╭──

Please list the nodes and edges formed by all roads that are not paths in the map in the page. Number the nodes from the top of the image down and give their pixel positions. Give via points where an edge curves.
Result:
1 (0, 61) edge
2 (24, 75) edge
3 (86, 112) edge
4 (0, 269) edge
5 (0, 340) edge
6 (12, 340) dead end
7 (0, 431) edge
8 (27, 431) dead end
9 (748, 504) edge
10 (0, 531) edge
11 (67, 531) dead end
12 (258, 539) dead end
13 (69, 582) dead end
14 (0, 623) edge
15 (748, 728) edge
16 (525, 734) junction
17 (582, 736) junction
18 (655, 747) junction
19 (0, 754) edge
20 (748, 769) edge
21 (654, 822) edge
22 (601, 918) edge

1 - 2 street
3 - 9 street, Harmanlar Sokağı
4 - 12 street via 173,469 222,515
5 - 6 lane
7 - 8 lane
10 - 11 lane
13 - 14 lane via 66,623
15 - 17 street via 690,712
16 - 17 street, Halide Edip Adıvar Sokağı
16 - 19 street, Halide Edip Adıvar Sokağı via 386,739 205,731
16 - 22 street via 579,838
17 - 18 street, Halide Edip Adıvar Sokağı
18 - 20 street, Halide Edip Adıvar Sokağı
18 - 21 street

╰──

Would you please repeat the entire listing above exactly?

Please list the nodes and edges formed by all roads that are not paths in the map in the page. Number the nodes from the top of the image down and give their pixel positions. Give via points where an edge curves.
Result:
1 (0, 61) edge
2 (24, 75) edge
3 (86, 112) edge
4 (0, 269) edge
5 (0, 340) edge
6 (12, 340) dead end
7 (0, 431) edge
8 (27, 431) dead end
9 (748, 504) edge
10 (0, 531) edge
11 (67, 531) dead end
12 (258, 539) dead end
13 (69, 582) dead end
14 (0, 623) edge
15 (748, 728) edge
16 (525, 734) junction
17 (582, 736) junction
18 (655, 747) junction
19 (0, 754) edge
20 (748, 769) edge
21 (654, 822) edge
22 (601, 918) edge

1 - 2 street
3 - 9 street, Harmanlar Sokağı
4 - 12 street via 173,469 222,515
5 - 6 lane
7 - 8 lane
10 - 11 lane
13 - 14 lane via 66,623
15 - 17 street via 690,712
16 - 17 street, Halide Edip Adıvar Sokağı
16 - 19 street, Halide Edip Adıvar Sokağı via 386,739 205,731
16 - 22 street via 579,838
17 - 18 street, Halide Edip Adıvar Sokağı
18 - 20 street, Halide Edip Adıvar Sokağı
18 - 21 street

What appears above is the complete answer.